» **Try it**: If a line below contains "Write", add it to your tally, then answer with the tally alone.

» **Records for the task**:
===
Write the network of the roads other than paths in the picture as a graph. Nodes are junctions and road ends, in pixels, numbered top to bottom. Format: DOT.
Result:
===
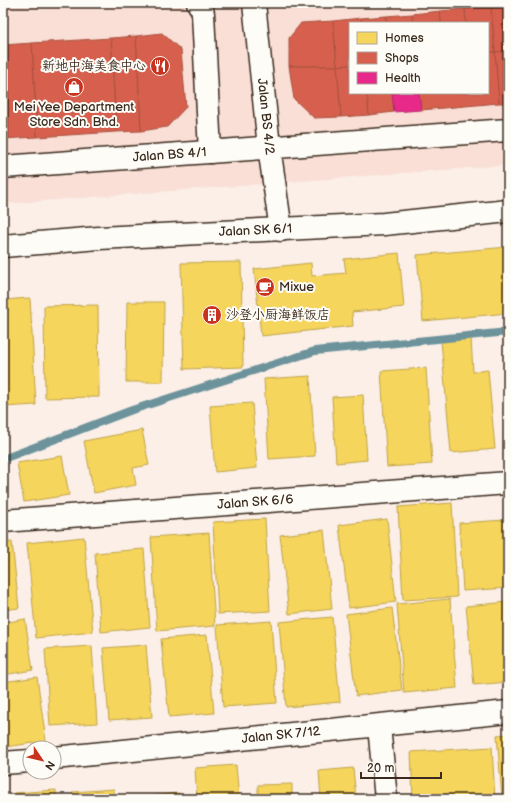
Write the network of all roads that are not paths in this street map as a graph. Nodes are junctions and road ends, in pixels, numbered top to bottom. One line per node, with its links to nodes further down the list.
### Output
===
» **Output**: 2